## WORK REQUEST
Please reproduce every record exactly as written, leaving out the pictures.

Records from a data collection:
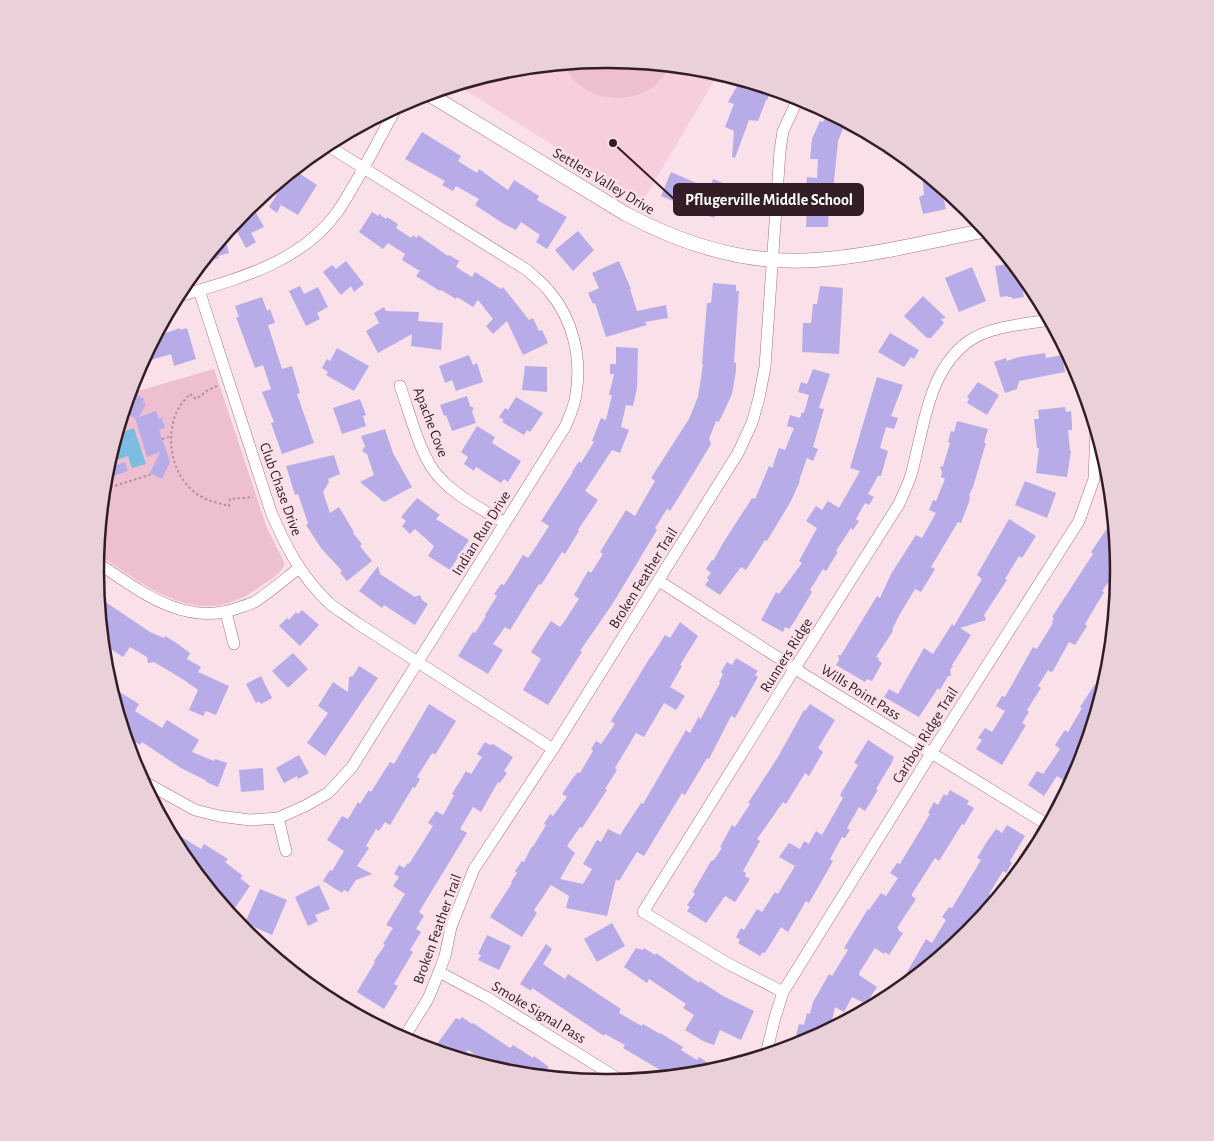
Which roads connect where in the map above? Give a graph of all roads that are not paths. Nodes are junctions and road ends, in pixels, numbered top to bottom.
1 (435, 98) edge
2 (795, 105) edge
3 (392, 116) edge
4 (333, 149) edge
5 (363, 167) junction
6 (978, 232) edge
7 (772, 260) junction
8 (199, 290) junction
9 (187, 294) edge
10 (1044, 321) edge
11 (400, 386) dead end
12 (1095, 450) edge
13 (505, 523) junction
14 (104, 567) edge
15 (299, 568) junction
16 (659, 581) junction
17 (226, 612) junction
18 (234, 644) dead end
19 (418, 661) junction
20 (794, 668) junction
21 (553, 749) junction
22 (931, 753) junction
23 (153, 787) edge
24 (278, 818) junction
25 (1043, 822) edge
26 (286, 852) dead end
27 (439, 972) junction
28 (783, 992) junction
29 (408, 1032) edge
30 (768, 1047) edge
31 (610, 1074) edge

## EXERCISE OUTPUT
Which roads connect where in the map above? Give a graph of all roads that are not paths. Nodes are junctions and road ends, in pixels, numbered top to bottom.
1 (435, 98) edge
2 (795, 105) edge
3 (392, 116) edge
4 (333, 149) edge
5 (363, 167) junction
6 (978, 232) edge
7 (772, 260) junction
8 (199, 290) junction
9 (187, 294) edge
10 (1044, 321) edge
11 (400, 386) dead end
12 (1095, 450) edge
13 (505, 523) junction
14 (104, 567) edge
15 (299, 568) junction
16 (659, 581) junction
17 (226, 612) junction
18 (234, 644) dead end
19 (418, 661) junction
20 (794, 668) junction
21 (553, 749) junction
22 (931, 753) junction
23 (153, 787) edge
24 (278, 818) junction
25 (1043, 822) edge
26 (286, 852) dead end
27 (439, 972) junction
28 (783, 992) junction
29 (408, 1032) edge
30 (768, 1047) edge
31 (610, 1074) edge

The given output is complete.